### Available data ###
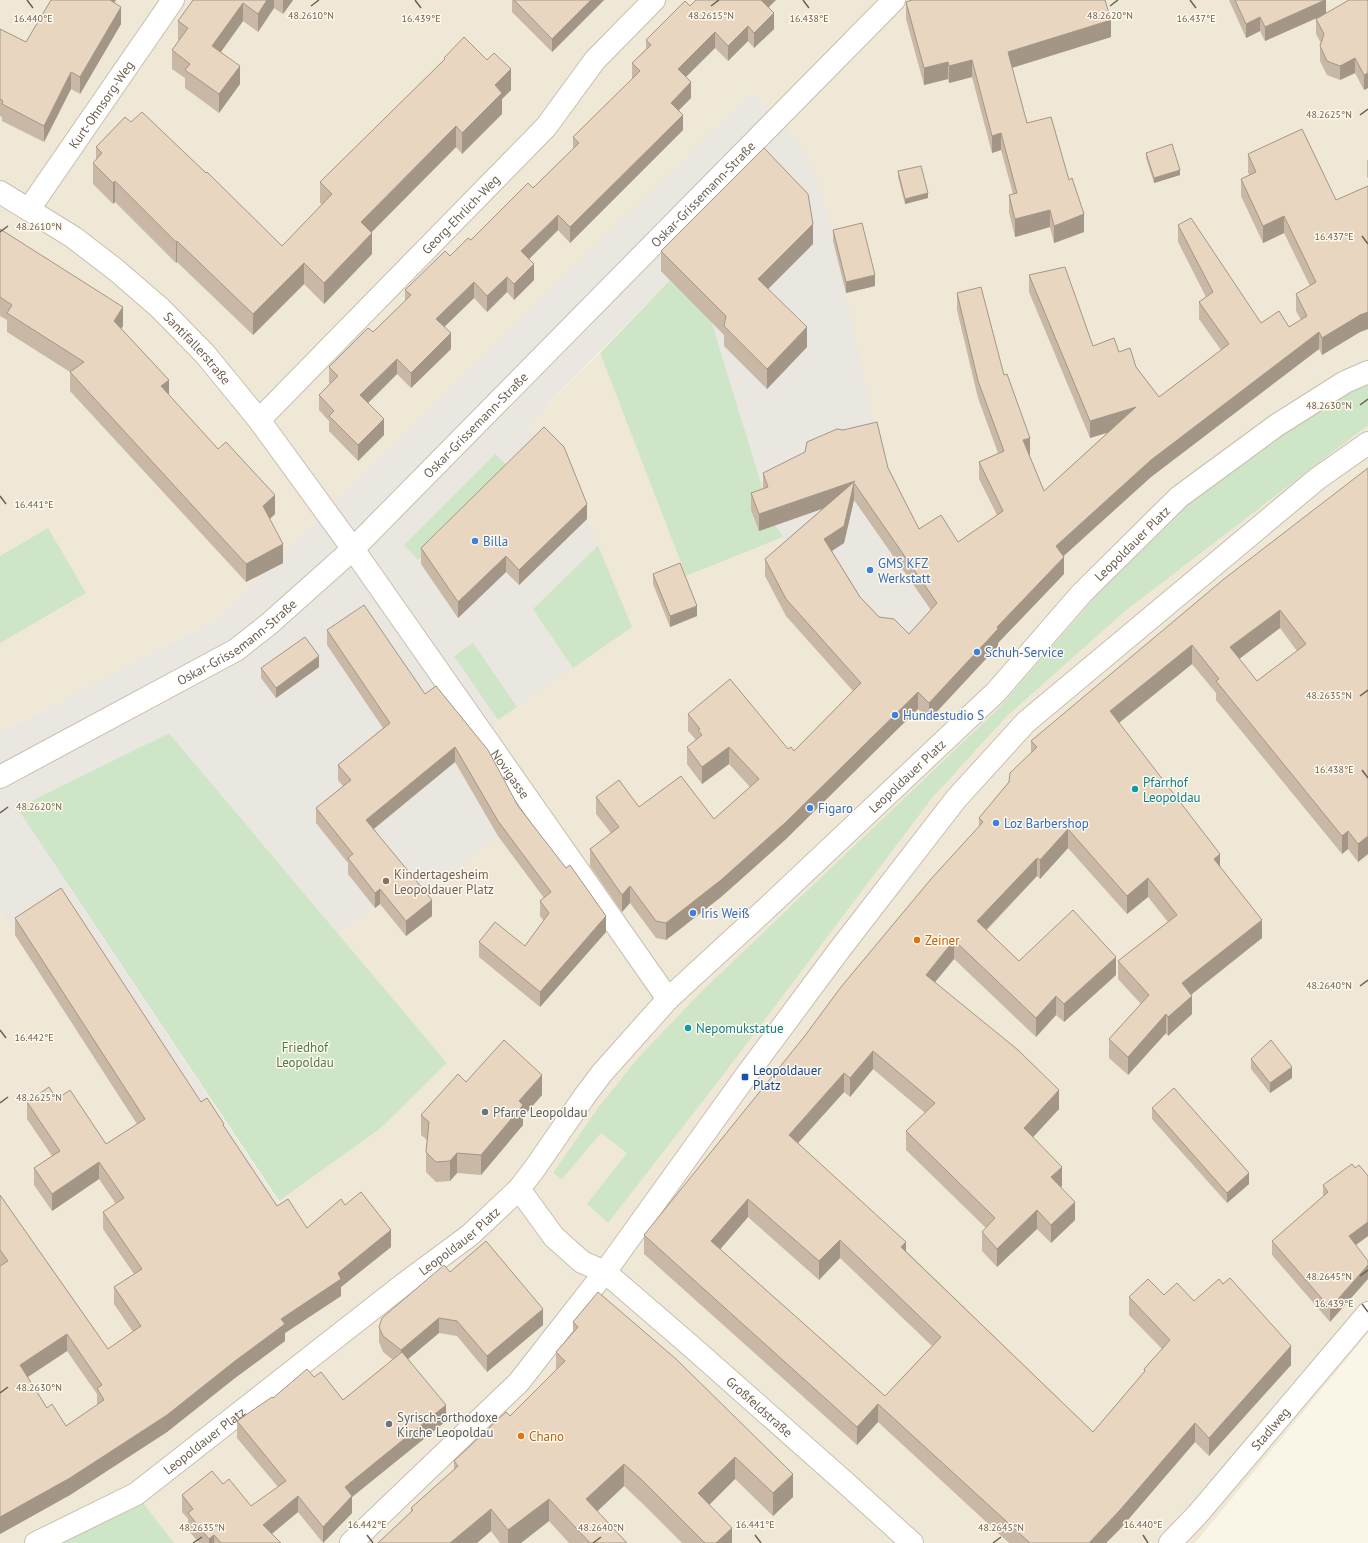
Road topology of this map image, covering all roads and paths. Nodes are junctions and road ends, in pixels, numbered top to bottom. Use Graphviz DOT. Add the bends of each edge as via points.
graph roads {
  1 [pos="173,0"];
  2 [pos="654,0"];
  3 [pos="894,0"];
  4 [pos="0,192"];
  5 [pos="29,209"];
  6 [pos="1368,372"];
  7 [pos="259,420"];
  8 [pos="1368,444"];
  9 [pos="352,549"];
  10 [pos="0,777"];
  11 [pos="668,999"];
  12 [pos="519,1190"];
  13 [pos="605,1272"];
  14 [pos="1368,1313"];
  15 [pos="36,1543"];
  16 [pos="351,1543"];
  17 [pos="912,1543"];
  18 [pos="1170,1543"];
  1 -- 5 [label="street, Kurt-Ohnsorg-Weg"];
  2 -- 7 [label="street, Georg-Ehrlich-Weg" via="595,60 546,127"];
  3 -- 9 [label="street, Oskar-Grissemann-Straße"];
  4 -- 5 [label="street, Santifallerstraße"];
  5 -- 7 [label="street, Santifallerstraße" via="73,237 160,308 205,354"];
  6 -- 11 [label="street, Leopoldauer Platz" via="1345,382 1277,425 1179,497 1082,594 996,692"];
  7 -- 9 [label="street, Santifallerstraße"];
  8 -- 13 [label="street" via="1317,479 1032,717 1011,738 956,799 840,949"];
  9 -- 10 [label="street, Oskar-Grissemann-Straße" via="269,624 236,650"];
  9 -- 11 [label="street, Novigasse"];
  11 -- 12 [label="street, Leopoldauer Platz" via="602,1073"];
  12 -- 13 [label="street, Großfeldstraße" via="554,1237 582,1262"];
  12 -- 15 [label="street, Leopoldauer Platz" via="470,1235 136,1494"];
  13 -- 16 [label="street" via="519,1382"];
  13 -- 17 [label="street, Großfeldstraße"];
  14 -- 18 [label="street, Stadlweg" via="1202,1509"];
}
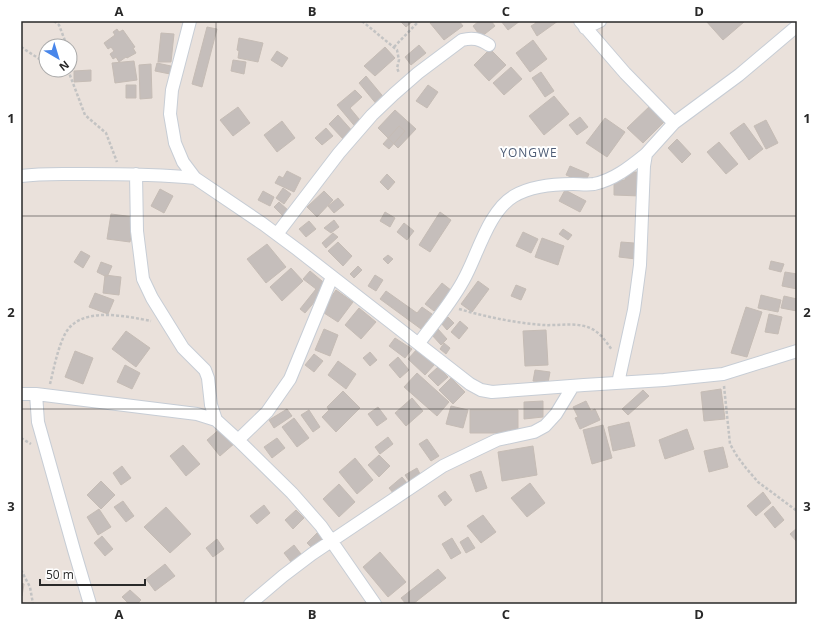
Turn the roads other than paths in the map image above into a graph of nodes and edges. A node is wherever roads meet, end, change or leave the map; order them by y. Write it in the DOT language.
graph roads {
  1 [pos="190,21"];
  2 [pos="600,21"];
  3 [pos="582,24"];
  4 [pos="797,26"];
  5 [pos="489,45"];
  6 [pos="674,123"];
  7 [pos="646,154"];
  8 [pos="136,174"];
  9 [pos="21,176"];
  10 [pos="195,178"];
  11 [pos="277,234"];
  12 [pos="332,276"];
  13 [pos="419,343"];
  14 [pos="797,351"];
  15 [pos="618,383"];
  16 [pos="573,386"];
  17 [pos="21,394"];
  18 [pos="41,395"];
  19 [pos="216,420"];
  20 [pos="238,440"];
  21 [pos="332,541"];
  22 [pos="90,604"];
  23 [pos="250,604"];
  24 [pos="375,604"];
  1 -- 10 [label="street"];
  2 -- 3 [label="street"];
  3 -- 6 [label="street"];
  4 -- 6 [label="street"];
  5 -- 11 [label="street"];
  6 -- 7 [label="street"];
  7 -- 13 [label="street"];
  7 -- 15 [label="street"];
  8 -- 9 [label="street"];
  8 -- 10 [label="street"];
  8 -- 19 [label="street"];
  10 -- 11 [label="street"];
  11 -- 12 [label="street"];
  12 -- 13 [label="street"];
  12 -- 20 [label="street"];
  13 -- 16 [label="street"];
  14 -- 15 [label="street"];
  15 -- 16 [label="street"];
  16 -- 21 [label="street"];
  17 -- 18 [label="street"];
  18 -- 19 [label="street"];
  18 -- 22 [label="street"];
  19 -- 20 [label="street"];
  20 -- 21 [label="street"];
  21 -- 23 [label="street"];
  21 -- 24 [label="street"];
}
###
• _What needs to be done_:
Copy the whole listing exactly, excluding the pictures in it.

• _Exercise output_:
Road topology of this map image, covering all roads and paths. Nodes are junctions and road ends, in pixels, numbered top to bottom. Use Graphviz DOT. Add the bends of each edge as via points.
graph roads {
  1 [pos="173,0"];
  2 [pos="654,0"];
  3 [pos="894,0"];
  4 [pos="0,192"];
  5 [pos="29,209"];
  6 [pos="1368,372"];
  7 [pos="259,420"];
  8 [pos="1368,444"];
  9 [pos="352,549"];
  10 [pos="0,777"];
  11 [pos="668,999"];
  12 [pos="519,1190"];
  13 [pos="605,1272"];
  14 [pos="1368,1313"];
  15 [pos="36,1543"];
  16 [pos="351,1543"];
  17 [pos="912,1543"];
  18 [pos="1170,1543"];
  1 -- 5 [label="street, Kurt-Ohnsorg-Weg"];
  2 -- 7 [label="street, Georg-Ehrlich-Weg" via="595,60 546,127"];
  3 -- 9 [label="street, Oskar-Grissemann-Straße"];
  4 -- 5 [label="street, Santifallerstraße"];
  5 -- 7 [label="street, Santifallerstraße" via="73,237 160,308 205,354"];
  6 -- 11 [label="street, Leopoldauer Platz" via="1345,382 1277,425 1179,497 1082,594 996,692"];
  7 -- 9 [label="street, Santifallerstraße"];
  8 -- 13 [label="street" via="1317,479 1032,717 1011,738 956,799 840,949"];
  9 -- 10 [label="street, Oskar-Grissemann-Straße" via="269,624 236,650"];
  9 -- 11 [label="street, Novigasse"];
  11 -- 12 [label="street, Leopoldauer Platz" via="602,1073"];
  12 -- 13 [label="street, Großfeldstraße" via="554,1237 582,1262"];
  12 -- 15 [label="street, Leopoldauer Platz" via="470,1235 136,1494"];
  13 -- 16 [label="street" via="519,1382"];
  13 -- 17 [label="street, Großfeldstraße"];
  14 -- 18 [label="street, Stadlweg" via="1202,1509"];
}
Turn the roads other than paths in the map image above into a graph of nodes and edges. A node is wherever roads meet, end, change or leave the map; order them by y. Write it in the DOT language.
graph roads {
  1 [pos="190,21"];
  2 [pos="600,21"];
  3 [pos="582,24"];
  4 [pos="797,26"];
  5 [pos="489,45"];
  6 [pos="674,123"];
  7 [pos="646,154"];
  8 [pos="136,174"];
  9 [pos="21,176"];
  10 [pos="195,178"];
  11 [pos="277,234"];
  12 [pos="332,276"];
  13 [pos="419,343"];
  14 [pos="797,351"];
  15 [pos="618,383"];
  16 [pos="573,386"];
  17 [pos="21,394"];
  18 [pos="41,395"];
  19 [pos="216,420"];
  20 [pos="238,440"];
  21 [pos="332,541"];
  22 [pos="90,604"];
  23 [pos="250,604"];
  24 [pos="375,604"];
  1 -- 10 [label="street"];
  2 -- 3 [label="street"];
  3 -- 6 [label="street"];
  4 -- 6 [label="street"];
  5 -- 11 [label="street"];
  6 -- 7 [label="street"];
  7 -- 13 [label="street"];
  7 -- 15 [label="street"];
  8 -- 9 [label="street"];
  8 -- 10 [label="street"];
  8 -- 19 [label="street"];
  10 -- 11 [label="street"];
  11 -- 12 [label="street"];
  12 -- 13 [label="street"];
  12 -- 20 [label="street"];
  13 -- 16 [label="street"];
  14 -- 15 [label="street"];
  15 -- 16 [label="street"];
  16 -- 21 [label="street"];
  17 -- 18 [label="street"];
  18 -- 19 [label="street"];
  18 -- 22 [label="street"];
  19 -- 20 [label="street"];
  20 -- 21 [label="street"];
  21 -- 23 [label="street"];
  21 -- 24 [label="street"];
}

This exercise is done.